If you also figure Americans (for one) move every seven years - what would it be worth to just have everything on this device and a few memory cards rather than boxes and boxes of books - most left unread past the first chapter anyway statistically? (I'm the type to digitize everything - cds, movies, etc for such convenience).
The price will have to (and will anyway) come down for mass acceptance, but this technology is not mature enough for that stage yet anyway. It's still with the early adopters, most of whom of professionals with disposable income and gadget freaks.
" This lightweight plastic screen copies the appearance, but not the feel, of a printed newspaper. "
I'm reminded of Marshall McLuhan's observation that any new medium will have as its first content the form of the previous medium.
Why would anyone want to reproduce the format of the front page of a printed daily newspaper if you have a completely new medium available? Will the new medium be of such slow speed that the contents can only be renewed on the screen once a day (like the front page of a newspaper)? Do the various print topics have to be arranged in blocks like a newspaper? Will advertising really be necessary?
It's too bad that McLuhan died right when the digital communications era was beginning (1976 I believe). He would have had some significant insights for us.
One thing that I've noticed is that any new digital medium will ALWAYS reproduce its content in an inferior way to its corresponding analog medium. But, the new digital medium allows the content to be used in ways that so astonishingly different from the analog medium that it comes to surplant the original analog medium. The analog medium becomes a specialized subsystem of the new digital medium.
For example, consider music synthesizers. Press the cheap plastic keys on a cheap $50 plastic keyboard in BestBuy and you change the instrument being played by the keyboard. None of the instruments being sounded by the keyboard sound as good as the original instruments in orchestral form. But if you play piano, you don't need to spend ten years learning trumpet or violin to get the sound of a trumpet or violin for your music. You just press the digital button on the cheap plastic keyboard. Real trumpets and violin playing becomes a speciality and limited skill as a result of the original analog medium (instrument) being transformed by an inferior digital medium.
One problem that acceptance has is that there is religion around books and TV. It is this magical thing where if you read it in a book, you are somehow magically turned into a smart person, and if you see it on TV, you are somehow magically turned dumb. In the eternal struggle between good and evil, books are a force of good and TV is a force of evil. See previous story for a perfect example of people trying to prove this.
The problem for e-readers is that most people perceive them as falling into the TV category because the picture can change.
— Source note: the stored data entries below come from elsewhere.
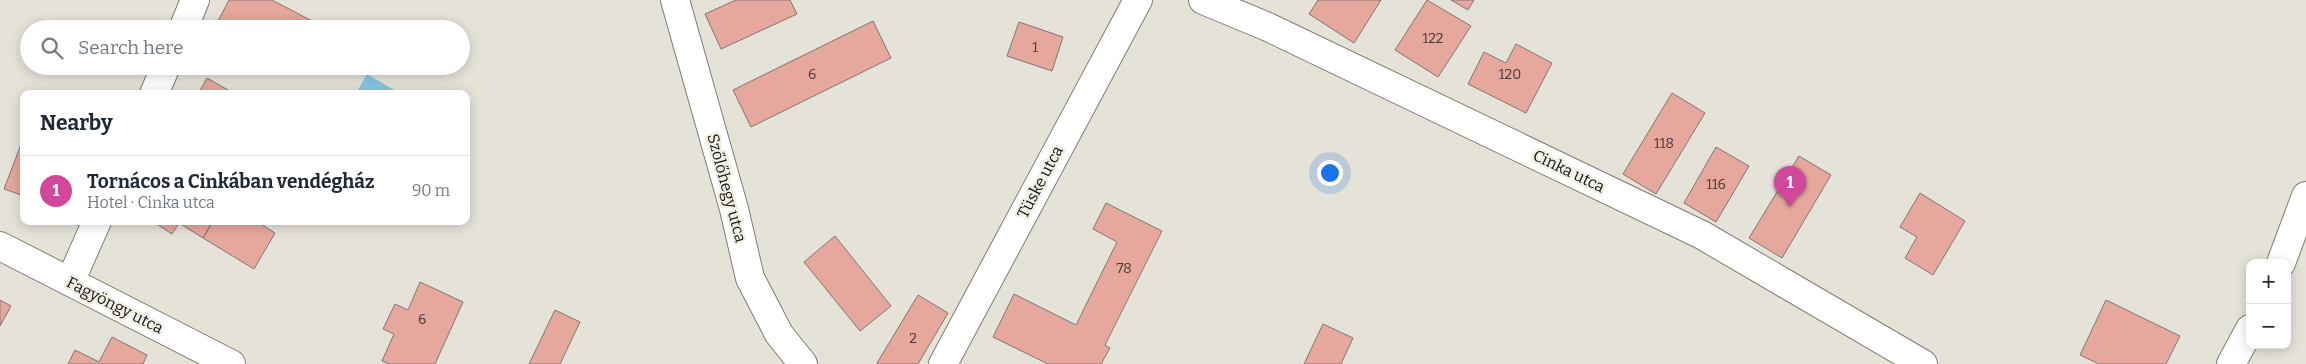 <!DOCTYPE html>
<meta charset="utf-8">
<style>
:root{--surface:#fff;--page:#f2f2f3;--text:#1f2937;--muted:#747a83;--line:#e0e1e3;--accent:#238964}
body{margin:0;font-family:Bitter,serif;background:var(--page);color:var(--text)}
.controls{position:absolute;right:15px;bottom:15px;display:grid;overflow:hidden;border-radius:10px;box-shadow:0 2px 12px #0003}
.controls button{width:45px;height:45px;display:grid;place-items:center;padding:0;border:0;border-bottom:1px solid var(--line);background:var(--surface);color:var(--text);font:25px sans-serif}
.you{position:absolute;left:1329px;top:172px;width:18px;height:18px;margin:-12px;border:4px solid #fff;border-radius:50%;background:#1a73e8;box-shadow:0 0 0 8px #1a73e833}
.badge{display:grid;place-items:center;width:32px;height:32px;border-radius:50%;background:var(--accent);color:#fff;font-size:16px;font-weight:700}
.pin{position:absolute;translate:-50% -41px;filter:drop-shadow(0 1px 2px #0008)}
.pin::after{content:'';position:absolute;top:26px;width:18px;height:15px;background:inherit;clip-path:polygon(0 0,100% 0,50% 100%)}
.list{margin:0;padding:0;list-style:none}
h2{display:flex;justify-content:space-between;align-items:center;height:65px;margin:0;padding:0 20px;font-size:21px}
h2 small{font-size:16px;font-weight:400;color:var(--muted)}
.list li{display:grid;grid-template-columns:32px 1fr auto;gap:15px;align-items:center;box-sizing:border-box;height:70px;padding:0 20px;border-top:1px solid var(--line)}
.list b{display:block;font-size:19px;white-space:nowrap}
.list p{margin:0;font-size:16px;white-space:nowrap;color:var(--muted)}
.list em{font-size:16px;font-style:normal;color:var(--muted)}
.icon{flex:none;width:28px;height:28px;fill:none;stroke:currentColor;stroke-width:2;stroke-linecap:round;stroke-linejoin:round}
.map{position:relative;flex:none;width:2306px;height:364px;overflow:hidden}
.search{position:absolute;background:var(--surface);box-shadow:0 2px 12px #0003;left:20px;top:20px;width:450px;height:55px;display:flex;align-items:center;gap:12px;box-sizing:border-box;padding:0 18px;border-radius:28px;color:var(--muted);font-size:19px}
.panel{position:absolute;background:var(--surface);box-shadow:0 2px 12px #0003;left:20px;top:90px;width:450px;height:135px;border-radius:10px}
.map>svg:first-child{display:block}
.water{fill:#85c7e2}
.building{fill:#e6a79c;stroke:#817673}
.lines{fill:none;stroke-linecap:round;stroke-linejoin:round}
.street-casing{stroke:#7f7d73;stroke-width:30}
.street{stroke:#fff;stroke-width:28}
.labels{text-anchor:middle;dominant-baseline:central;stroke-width:5;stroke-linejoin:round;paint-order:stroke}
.number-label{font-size:14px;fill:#493934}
.street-label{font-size:16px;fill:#151411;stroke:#f2f0e5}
</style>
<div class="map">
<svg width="2306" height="364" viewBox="0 0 2306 364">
<rect width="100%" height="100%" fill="#e5e2d8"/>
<path class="water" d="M367,74L401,94H356Z"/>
<path class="building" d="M229,0H272L312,21L308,29H229L217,23Z
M736,0H790L797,14L721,49L705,14Z
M1318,0H1381L1354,43L1309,14Z
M1427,0L1471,26L1438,77L1395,50Z
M1451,0H1474L1468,10Z
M873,21L891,58L751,127L733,90Z
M1019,22L1063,37L1052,71L1007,56Z
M1516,44L1552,63L1526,113L1468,84L1484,52L1506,63Z
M274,66H288L284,72Z
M207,78L235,94H198Z
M1672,93L1705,113L1656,194L1623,174Z
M22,142L24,143V196L4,189Z
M1716,147L1749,166L1716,222L1684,203Z
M1799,156L1831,175L1782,258L1749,238Z
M1920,193L1965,221L1933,275L1905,258L1917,237L1900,227Z
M1106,203L1162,231L1105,345L1110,348L1101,364H1048L993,337L1014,294L1076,325L1117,242L1093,229Z
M152,221H213L203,238L179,223L172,234Z
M213,221H256L275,233L254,269L203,238Z
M835,236L891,306L860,331L804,262Z
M420,282L463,302L435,364H389L382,361L394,334L383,329L395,304L408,310Z
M918,295L948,313L918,364H879L877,363Z
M0,300L11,306L0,326Z
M2106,300L2180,336L2166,364H2099L2080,355Z
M555,310L580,322L560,364H529Z
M1323,324L1353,338L1341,364H1304Z
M112,337L147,355L143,364H68L75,350L99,362Z"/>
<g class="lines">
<g class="street-casing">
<path id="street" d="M675,0L734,209L750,278L779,334L803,364
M1203,0L1268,27L1702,235L1923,364
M183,29L195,0
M154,94L166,66
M0,246L231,364
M2281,263L2306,196
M70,282L97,221
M943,364L1138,0
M2231,364L2250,329"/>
</g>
<use href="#street" class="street"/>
</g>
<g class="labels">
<g class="number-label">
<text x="1433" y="38">122</text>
<text x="1035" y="47">1</text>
<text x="812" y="74">6</text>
<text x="1510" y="74">120</text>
<text x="1664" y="143">118</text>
<text x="1716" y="184">116</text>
<text x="1124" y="268">78</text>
<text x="422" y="319">6</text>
<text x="913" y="338">2</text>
</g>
<g class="street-label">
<text transform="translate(1569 171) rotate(26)">Cinka utca</text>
<text transform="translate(1040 182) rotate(-62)">Tüske utca</text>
<text transform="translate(727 188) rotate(75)">Szőlőhegy utca</text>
<text transform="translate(115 305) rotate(27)">Fagyöngy utca</text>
</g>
</g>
</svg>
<div class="controls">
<button>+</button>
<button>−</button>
</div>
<div class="you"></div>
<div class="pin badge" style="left:1790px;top:207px;background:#d1479c">1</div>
<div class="search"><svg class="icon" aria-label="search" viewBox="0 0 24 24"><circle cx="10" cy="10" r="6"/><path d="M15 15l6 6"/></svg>Search here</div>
<section class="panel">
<h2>Nearby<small></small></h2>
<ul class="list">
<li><span class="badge" style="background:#d1479c">1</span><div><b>Tornácos a Cinkában vendégház</b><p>Hotel · Cinka utca</p></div><em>90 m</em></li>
</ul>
</section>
</div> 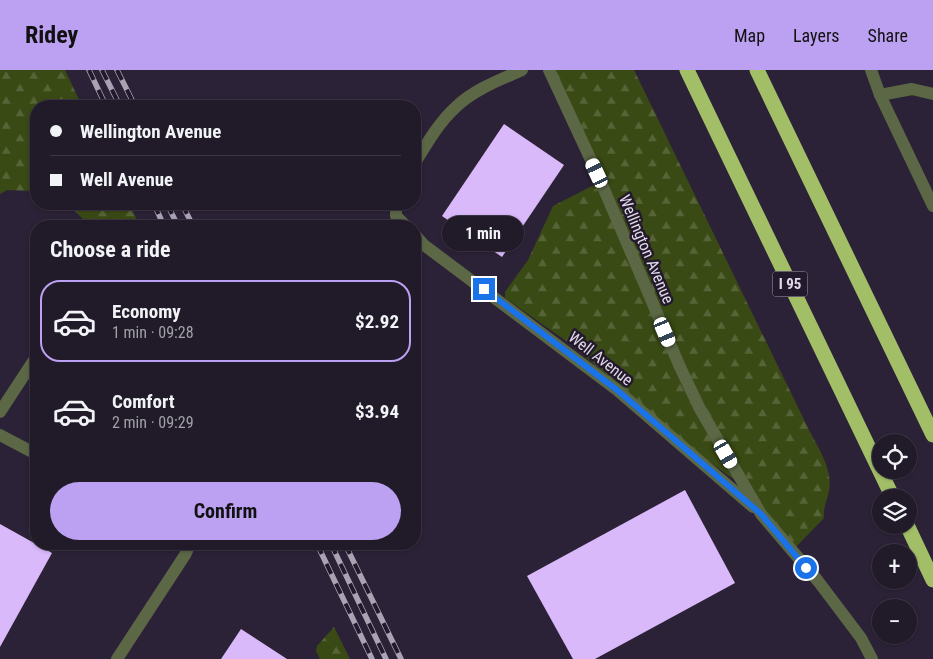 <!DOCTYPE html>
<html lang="en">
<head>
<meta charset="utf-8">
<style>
  body { margin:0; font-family:"Roboto Condensed",sans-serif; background:#292331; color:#f1f3f6; height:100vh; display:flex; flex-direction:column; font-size:19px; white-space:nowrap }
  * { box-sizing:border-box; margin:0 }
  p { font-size:16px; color:#a2a1a8 }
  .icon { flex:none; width:28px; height:28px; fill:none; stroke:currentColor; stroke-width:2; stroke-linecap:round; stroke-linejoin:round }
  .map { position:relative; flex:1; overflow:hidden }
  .sheet { position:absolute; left:30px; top:150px; width:391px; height:330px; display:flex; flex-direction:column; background:#211a29; border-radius:20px; box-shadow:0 1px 4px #0004,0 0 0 1px #3e3846 }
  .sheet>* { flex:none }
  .guide { position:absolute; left:30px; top:30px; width:391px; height:110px; border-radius:20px; box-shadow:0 1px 4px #0004,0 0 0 1px #3e3846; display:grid; align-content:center; height:110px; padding:0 20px; background:#211a29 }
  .buttons { position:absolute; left:872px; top:364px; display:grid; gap:10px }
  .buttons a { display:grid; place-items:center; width:45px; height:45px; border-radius:50%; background:#211a29; box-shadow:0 1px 4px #0004,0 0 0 1px #3e3846; font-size:25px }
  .end { position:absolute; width:22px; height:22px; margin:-11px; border:6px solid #1a73e8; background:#fff; box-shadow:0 0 0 2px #fff }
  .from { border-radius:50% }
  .bubble { position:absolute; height:35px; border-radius:18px; background:#211a29; box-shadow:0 1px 4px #0004,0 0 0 1px #3e3846; font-size:16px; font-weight:700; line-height:35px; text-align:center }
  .car { position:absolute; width:15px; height:30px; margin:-15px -8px; border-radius:6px; box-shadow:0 0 4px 1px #0007; background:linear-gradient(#fff 24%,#345 0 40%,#fff 0 76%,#345 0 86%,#fff 0) }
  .guide b { display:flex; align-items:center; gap:18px; height:48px; font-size:19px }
  .guide b+b { border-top:1px solid #3e3846 }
  .guide i { width:12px; height:12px; background:#f1f3f6 }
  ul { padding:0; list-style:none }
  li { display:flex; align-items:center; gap:15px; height:82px; margin:0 10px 8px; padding:0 10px; border:2px solid transparent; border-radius:20px }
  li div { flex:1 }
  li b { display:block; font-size:19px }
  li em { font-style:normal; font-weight:700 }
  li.selected { border-color:#bca0f2 }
  li>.icon { width:45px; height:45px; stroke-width:1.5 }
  h2 { padding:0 20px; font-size:22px; line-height:60px }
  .button { display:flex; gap:10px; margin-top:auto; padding:10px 20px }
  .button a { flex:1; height:58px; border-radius:30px; background:#bca0f2; color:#111; font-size:20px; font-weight:700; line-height:58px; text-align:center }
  header { display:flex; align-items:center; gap:30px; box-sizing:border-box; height:70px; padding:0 25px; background:#bca0f2; color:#111 }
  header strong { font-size:24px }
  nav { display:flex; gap:28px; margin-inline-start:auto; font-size:18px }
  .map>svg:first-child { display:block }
  .forest { fill:url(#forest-firs) }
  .building { fill:#d9b9fa }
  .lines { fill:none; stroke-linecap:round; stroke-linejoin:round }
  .minor { stroke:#5b6745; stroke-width:12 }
  .motorway { stroke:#a2bf68; stroke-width:15 }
  .rail-casing { stroke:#aaa3b3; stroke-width:5.5 }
  .rail { stroke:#23192d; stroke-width:4; stroke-dasharray:11; stroke-linecap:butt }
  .route { stroke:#1a73e8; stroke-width:6 }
  .labels { text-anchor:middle; stroke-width:5; stroke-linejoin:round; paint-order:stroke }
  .shield { fill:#23192d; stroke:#a8a1b0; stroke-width:1 }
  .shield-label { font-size:15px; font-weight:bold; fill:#e1dbe8 }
  .street-label { font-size:16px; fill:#e1dbe8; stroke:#23192d }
</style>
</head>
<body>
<header>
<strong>Ridey</strong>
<nav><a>Map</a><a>Layers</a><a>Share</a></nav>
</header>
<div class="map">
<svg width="933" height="589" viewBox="0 0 933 589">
  <defs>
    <pattern id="forest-firs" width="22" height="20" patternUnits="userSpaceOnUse" patternTransform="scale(1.25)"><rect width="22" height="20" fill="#3a4a15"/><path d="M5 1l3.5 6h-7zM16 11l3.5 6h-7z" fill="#566437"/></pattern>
  </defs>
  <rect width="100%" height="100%" fill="#2c2237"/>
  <g class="forest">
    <polygon points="0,0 65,0 82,36 36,36 36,121 7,120 0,124"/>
    <path d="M548,0H634L810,362C819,379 833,400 829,421C827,431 823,437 824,448L794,479L745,416L726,404L642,340L596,296L569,273L505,228V222L528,190L553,136L600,112Z"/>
    <polygon points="63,134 129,134 140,156 90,156 73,139"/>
    <polygon points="334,557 350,589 320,589 316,581 317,576"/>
  </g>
  <g class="building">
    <polygon points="504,54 564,95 502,187 442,146"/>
    <polygon points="685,420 735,513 595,589 573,589 527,506"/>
    <polygon points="0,454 52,483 0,577"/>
    <polygon points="241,559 287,589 221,589"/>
  </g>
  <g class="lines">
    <g class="minor">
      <polyline points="549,0 597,103 680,297 700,339 761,444 818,511 861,568 872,589"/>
      <polyline points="871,0 880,25 933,136"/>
      <polyline points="880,25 912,19 933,24"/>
      <path d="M415,93C427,73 439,52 457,36C475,19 500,10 522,0"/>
      <polyline points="396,134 396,146 406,156"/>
      <polyline points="415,165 424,175 617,320 753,437"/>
      <polyline points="0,342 36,287"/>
      <polyline points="0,365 36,384"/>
      <polyline points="117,589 185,485 190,474"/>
    </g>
    <g class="motorway">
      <polyline points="687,0 893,428"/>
      <polyline points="757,0 933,365"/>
      <polyline points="907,455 933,510"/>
    </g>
    <g class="rail-casing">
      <g id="rail">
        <polyline points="89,0 106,36"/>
        <polyline points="102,0 120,36"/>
        <polyline points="117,0 135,36"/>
        <polyline points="154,134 164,156"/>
        <polyline points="167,134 178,156"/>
        <polyline points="182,134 193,156"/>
        <polyline points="317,474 372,589"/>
        <polyline points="331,474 386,589"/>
        <polyline points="345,474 401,589"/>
      </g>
    </g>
    <use href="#rail" class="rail"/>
  </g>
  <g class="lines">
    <polyline class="route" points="484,219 617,320 761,444 806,498"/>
  </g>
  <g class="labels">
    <rect class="shield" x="772.5" y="201.5" width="35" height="25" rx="4"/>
    <g class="shield-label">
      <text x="790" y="219">I 95</text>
    </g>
    <g class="street-label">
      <text transform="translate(647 179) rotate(67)" y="6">Wellington Avenue</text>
      <text transform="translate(601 288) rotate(38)" y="6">Well Avenue</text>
    </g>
  </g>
</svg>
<div class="buttons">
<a><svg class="icon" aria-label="locate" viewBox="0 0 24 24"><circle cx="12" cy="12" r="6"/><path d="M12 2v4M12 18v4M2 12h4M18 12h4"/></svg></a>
<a><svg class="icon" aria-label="layers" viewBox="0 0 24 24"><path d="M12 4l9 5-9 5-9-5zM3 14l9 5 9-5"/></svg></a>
<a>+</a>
<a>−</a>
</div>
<i class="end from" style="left:806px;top:498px"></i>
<i class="end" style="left:484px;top:219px"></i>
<div class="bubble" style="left:442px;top:146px;width:82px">1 min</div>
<i class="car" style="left:597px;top:103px;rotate:335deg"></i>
<i class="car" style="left:665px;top:262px;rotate:157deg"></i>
<i class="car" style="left:726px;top:384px;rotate:150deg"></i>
<div class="guide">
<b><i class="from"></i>Wellington Avenue</b>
<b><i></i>Well Avenue</b>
</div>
<section class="sheet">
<h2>Choose a ride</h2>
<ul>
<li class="selected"><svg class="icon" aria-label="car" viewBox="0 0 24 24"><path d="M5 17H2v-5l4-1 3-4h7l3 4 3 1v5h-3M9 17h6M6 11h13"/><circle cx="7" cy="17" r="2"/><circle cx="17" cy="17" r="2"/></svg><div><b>Economy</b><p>1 min · 09:28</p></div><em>$2.92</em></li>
<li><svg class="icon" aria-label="car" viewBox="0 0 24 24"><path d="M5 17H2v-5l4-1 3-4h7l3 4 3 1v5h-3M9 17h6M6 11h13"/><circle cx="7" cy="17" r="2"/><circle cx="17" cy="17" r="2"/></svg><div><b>Comfort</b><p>2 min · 09:29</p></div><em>$3.94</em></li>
</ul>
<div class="button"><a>Confirm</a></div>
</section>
</div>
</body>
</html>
They see them as TVs with REALLY slow refresh rates. Thus they are tools of the dark forces and will make you dumb by touching them. Since there is no hope of convincing these people that books and TV are not devices of good and evil, the only hope for e-readers is to distance themselves from TVs and its younger brother the computer.
You could do something really crazy and apparently anti-American, like planning ahead and anticipating problems before they happen. Something like "hey, I'm running low on toilet paper, maybe I should get some more before I run out!" It's really difficult shit, I know, but if you try your hardest and refuse to give up NO MATTER WHAT, then I think you can pull it off. I believe in you, man.
I think they are aiming wrong with these. they should try marketing them towards college students. even used some of my books are over a hundred. so the price isnt so much of a big deal compared to newspapers. It would be great just not to have to carry all those books around every day.